Sandy's surge topped by 'rogue' 1950 storm in some areas
In November 1950, a freak storm spawned a record storm surge in Atlantic City and a near-record surge at Sandy Hook.
Damaging winds gusted to a record 108 mph in Newark and 94 mph in New York City, while southern states endured record low temperatures and crop damage. The storm dumped heavy rain in New Jersey and up to 57 inches of snow in the central Appalachians, killing nearly 400 people across the region, according to federal reports.
Luckily, the largely forgotten storm arrived around low tide in most of the New York-New Jersey coastal area, averting catastrophic flooding akin to what happened during Superstorm Sandy on Oct. 29, 2012.
"That was a very severe storm," said Arielle Catalano, a doctoral student studying atmospheric science at Rutgers University. "For the most part, the public these days doesn't know how serious that storm was. They just look at Sandy as being an anomaly."
Although it has largely slipped from memory, researchers at Rutgers believe there is a lot to learn from the 1950 storm and others like it.
Catalano and Anthony J. Broccoli, professor and chair of Rutgers' Department of Environmental Sciences, are studying weather systems known as extratropical cyclones or nontropical storms, and the storm surges they have generated along the northern East Coast. The researchers are looking at several hundred events since the early 1900s by examining tide gauge records from The Battery – the shoreline at the tip of Manhattan – Boston, Massachusetts, and Norfolk, Virginia.
They're trying to understand the atmospheric circulation patterns during such storms, which include nor'easters. And they're trying to determine whether state-of-the-art climate models simulate them well enough to get an idea of what kind of unusual events may develop in the future so we can better prepare for them, Broccoli said.
The scientists also want to look into whether nor'easters and other storms that form outside of tropical areas will change in a warming climate, and that's a complex issue.
"Some studies suggest that extratropical cyclones will become more intense in a warming climate," Broccoli. "Other studies suggest that storm tracks will shift, possibly increasing the intensity of storms or the frequency of intense storms in some areas and vice versa in other areas."
He added: "The baseline for coastal flooding will change because of sea-level rise. So even if nothing about storms changed meteorologically, their impacts will be greater. Their meteorological characteristics may also change."
After it ended, the freak Thanksgiving weekend winter storm in 1950 was called "one of the most destructive storms ever recorded in (the) northeast United States," according to an article in the federal Monthly Weather Review.
The storm – now known as the Great Appalachian Storm of 1950 – arose from a small area of low pressure over North Carolina and western Virginia. It evolved into strong low pressure over Ohio and, combined with strong high pressure over Canada's Labrador region, helped generate high winds in the northeastern U.S., the article says.

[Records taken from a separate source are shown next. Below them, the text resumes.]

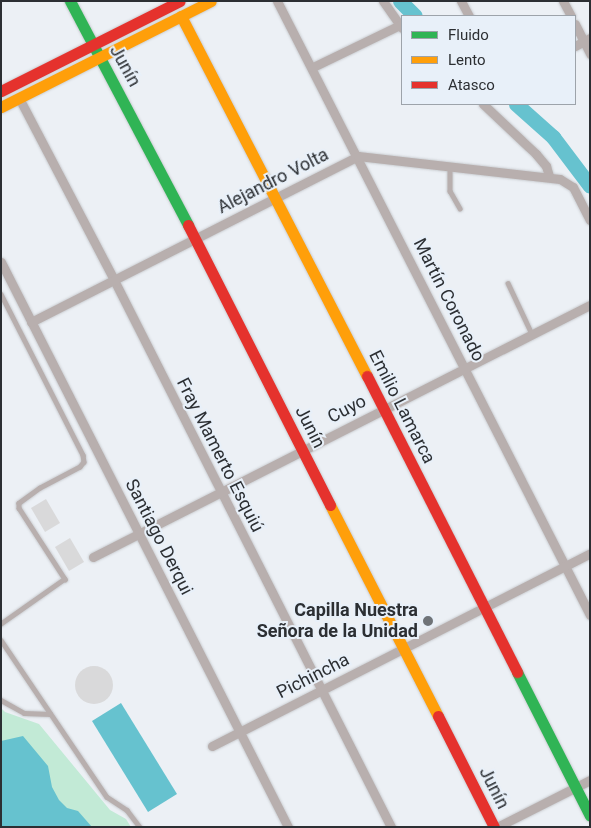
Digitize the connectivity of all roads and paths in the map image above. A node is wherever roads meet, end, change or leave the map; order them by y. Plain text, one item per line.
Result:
1 (70, 1) edge
2 (180, 1) edge
3 (211, 1) edge
4 (277, 1) edge
5 (383, 1) edge
6 (461, 1) edge
7 (563, 1) edge
8 (468, 15) edge
9 (570, 15) edge
10 (181, 16) junction
11 (401, 26) edge
12 (576, 26) edge
13 (583, 42) edge
14 (92, 45) junction
15 (590, 54) edge
16 (101, 57) junction
17 (312, 67) junction
18 (1, 91) edge
19 (19, 98) junction
20 (484, 105) edge
21 (1, 107) edge
22 (358, 156) junction
23 (450, 165) junction
24 (549, 176) junction
25 (276, 197) junction
26 (460, 208) dead end
27 (590, 220) edge
28 (195, 238) junction
29 (1, 262) edge
30 (114, 280) junction
31 (508, 284) dead end
32 (1, 294) edge
33 (590, 305) edge
34 (31, 322) junction
35 (532, 334) junction
36 (465, 368) junction
37 (384, 409) junction
38 (302, 450) junction
39 (220, 492) junction
40 (139, 533) junction
41 (590, 553) edge
42 (93, 557) dead end
43 (565, 565) junction
44 (484, 607) junction
45 (590, 615) edge
46 (1, 624) edge
47 (1, 640) edge
48 (403, 648) junction
49 (321, 690) junction
50 (1, 700) edge
51 (50, 714) junction
52 (240, 732) junction
53 (212, 746) dead end
54 (590, 780) edge
55 (575, 787) junction
56 (590, 816) edge
57 (140, 827) edge
58 (288, 827) edge
59 (391, 827) edge
60 (495, 827) edge

1 - 14 street, Junín
2 - 14 street
3 - 10 street
4 - 17 street, Martín Coronado
5 - 11 street
6 - 8 street
7 - 9 street
10 - 16 street
10 - 25 street, Emilio Lamarca
11 - 17 street
12 - 13 street
13 - 15 street
14 - 16 street, Junín
14 - 18 street
16 - 19 street
16 - 28 street, Junín
17 - 22 street, Martín Coronado
19 - 21 street
19 - 30 street, Fray Mamerto Esquiú
20 - 24 street
22 - 23 street
22 - 25 street, Alejandro Volta
22 - 36 street, Martín Coronado
23 - 24 street
23 - 26 lane
24 - 27 street
25 - 28 street, Alejandro Volta
25 - 37 street, Emilio Lamarca
28 - 30 street, Alejandro Volta
28 - 38 street, Junín
29 - 34 street, Santiago Derqui
30 - 34 street, Alejandro Volta
30 - 39 street, Fray Mamerto Esquiú
31 - 35 lane
32 - 46 lane
33 - 35 street, Cuyo
34 - 40 street, Santiago Derqui
35 - 36 street, Cuyo
36 - 37 street, Cuyo
36 - 43 street, Martín Coronado
37 - 38 street, Cuyo
37 - 44 street, Emilio Lamarca
38 - 39 street, Cuyo
38 - 48 street, Junín
39 - 40 street, Cuyo
39 - 49 street, Fray Mamerto Esquiú
40 - 42 street, Cuyo
40 - 52 street, Santiago Derqui
41 - 43 street, Pichincha
43 - 44 street, Pichincha
43 - 45 street, Martín Coronado
44 - 48 street, Pichincha
44 - 55 street, Emilio Lamarca
47 - 51 lane
48 - 49 street, Pichincha
48 - 60 street, Junín
49 - 52 street, Pichincha
49 - 59 street, Fray Mamerto Esquiú
50 - 51 lane
51 - 57 lane
52 - 53 street, Pichincha
52 - 58 street, Santiago Derqui
54 - 55 street
55 - 56 street, Emilio Lamarca
55 - 60 street

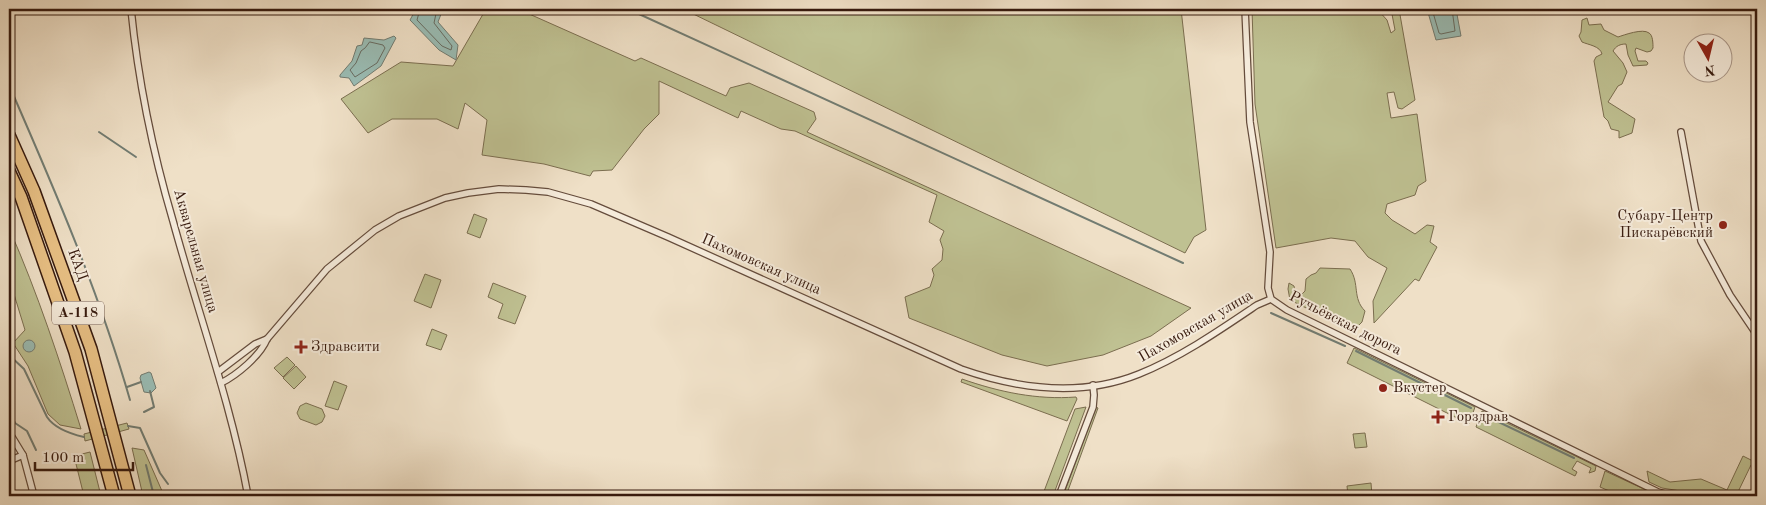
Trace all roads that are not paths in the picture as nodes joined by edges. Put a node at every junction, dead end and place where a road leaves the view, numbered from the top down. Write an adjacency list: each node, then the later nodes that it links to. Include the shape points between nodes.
1 (131, 9): 9 (street, Акварельная улица, via 156,158)
2 (1245, 9): 6 (street, Ручьёвская дорога, via 1250,122 1270,252 1268,288)
3 (1680, 132): 7 (street, via 1701,242)
4 (9, 135): 17 (highway, КАД / А-118, via 34,191 91,348)
5 (9, 171): 16 (highway, КАД / А-118, via 75,352)
6 (1271, 298): 11 (street, Пахомовская улица, via 1157,366); 20 (street, Ручьёвская дорога, via 1287,310)
7 (1757, 335)
8 (267, 339): 9 (street, Пахомовская улица, via 255,344); 10 (street, Пахомовская улица, via 261,351); 11 (street, Пахомовская улица, via 327,269 399,216 445,198 468,193 526,190 548,192 591,204 961,369 1032,387)
9 (218, 372): 10 (street, Акварельная улица)
10 (221, 383): 18 (street, Акварельная улица)
11 (1093, 385): 19 (street, via 1092,407)
12 (9, 432): 13 (street)
13 (23, 455): 14 (street); 15 (street)
14 (9, 461)
15 (34, 496)
16 (114, 496)
17 (130, 496)
18 (248, 496)
19 (1059, 496)
20 (1672, 496)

"The strong onshore winds caused excessively high tides and flooding in some cities in Connecticut and New Jersey," the article says. Some areas reported more damage than during the unnamed 1938 and 1944 hurricanes.
According to Broccoli, the storm surge generated by the 1950 storm is the second-highest on record at Sandy Hook and The Battery, and ranks first at Atlantic City. The surge does not include the astronomical tide, which ranges from high to low daily. High tide can be at least several feet higher than low tide, and Sandy arrived around high tide during a full moon, when tides are higher than normal.
In Atlantic City, the storm surge hit 5.7 feet during the 1950 storm – a foot higher than Sandy's surge, according to Broccoli. At Sandy Hook, the surge reached 7.9 feet, only a foot shy of Sandy's. At The Battery, the surge hit 7.5 feet versus 9.4 feet during Sandy.
"It occurred at low tide, but what if it had occurred at high tide?" Catalano said. "Then what? It's a very interesting question."
David A. Robinson, professor of geography at Rutgers and the New Jersey state climatologist, said the remarkable rogue storm in many respects was "forgotten because it wasn't a classic nor'easter. It wasn't a storm that brought massive river flooding. It didn't hit the Atlantic coastal beaches in New Jersey as much as it hit Delaware Bay and New York Harbor. But it shows how vulnerable the Jersey Shore is to a period of persistent onshore winds."